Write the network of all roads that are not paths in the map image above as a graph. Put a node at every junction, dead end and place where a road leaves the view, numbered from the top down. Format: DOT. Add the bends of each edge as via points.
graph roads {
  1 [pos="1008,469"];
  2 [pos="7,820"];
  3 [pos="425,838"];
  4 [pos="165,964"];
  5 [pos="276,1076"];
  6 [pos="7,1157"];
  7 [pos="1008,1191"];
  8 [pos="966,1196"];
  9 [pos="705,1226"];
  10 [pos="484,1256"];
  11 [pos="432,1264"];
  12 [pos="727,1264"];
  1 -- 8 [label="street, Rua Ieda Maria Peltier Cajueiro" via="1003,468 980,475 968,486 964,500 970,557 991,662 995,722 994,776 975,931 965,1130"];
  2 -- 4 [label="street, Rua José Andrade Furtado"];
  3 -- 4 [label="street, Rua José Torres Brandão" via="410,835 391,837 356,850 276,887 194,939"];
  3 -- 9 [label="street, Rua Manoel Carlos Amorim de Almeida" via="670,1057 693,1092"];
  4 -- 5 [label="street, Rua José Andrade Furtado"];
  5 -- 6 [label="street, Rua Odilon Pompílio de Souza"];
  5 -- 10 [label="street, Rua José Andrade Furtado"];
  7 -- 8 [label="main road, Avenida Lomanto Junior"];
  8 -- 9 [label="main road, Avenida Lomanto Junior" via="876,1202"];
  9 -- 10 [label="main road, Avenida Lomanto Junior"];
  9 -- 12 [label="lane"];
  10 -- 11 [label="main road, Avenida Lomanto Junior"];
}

────────

▶ [TASK] Leaving each word as it is, reproduce all the material.

▶ [EXERCISE SOLUTION]
Write the network of all roads that are not paths in the map image above as a graph. Put a node at every junction, dead end and place where a road leaves the view, numbered from the top down. Format: DOT. Add the bends of each edge as via points.
graph roads {
  1 [pos="1008,469"];
  2 [pos="7,820"];
  3 [pos="425,838"];
  4 [pos="165,964"];
  5 [pos="276,1076"];
  6 [pos="7,1157"];
  7 [pos="1008,1191"];
  8 [pos="966,1196"];
  9 [pos="705,1226"];
  10 [pos="484,1256"];
  11 [pos="432,1264"];
  12 [pos="727,1264"];
  1 -- 8 [label="street, Rua Ieda Maria Peltier Cajueiro" via="1003,468 980,475 968,486 964,500 970,557 991,662 995,722 994,776 975,931 965,1130"];
  2 -- 4 [label="street, Rua José Andrade Furtado"];
  3 -- 4 [label="street, Rua José Torres Brandão" via="410,835 391,837 356,850 276,887 194,939"];
  3 -- 9 [label="street, Rua Manoel Carlos Amorim de Almeida" via="670,1057 693,1092"];
  4 -- 5 [label="street, Rua José Andrade Furtado"];
  5 -- 6 [label="street, Rua Odilon Pompílio de Souza"];
  5 -- 10 [label="street, Rua José Andrade Furtado"];
  7 -- 8 [label="main road, Avenida Lomanto Junior"];
  8 -- 9 [label="main road, Avenida Lomanto Junior" via="876,1202"];
  9 -- 10 [label="main road, Avenida Lomanto Junior"];
  9 -- 12 [label="lane"];
  10 -- 11 [label="main road, Avenida Lomanto Junior"];
}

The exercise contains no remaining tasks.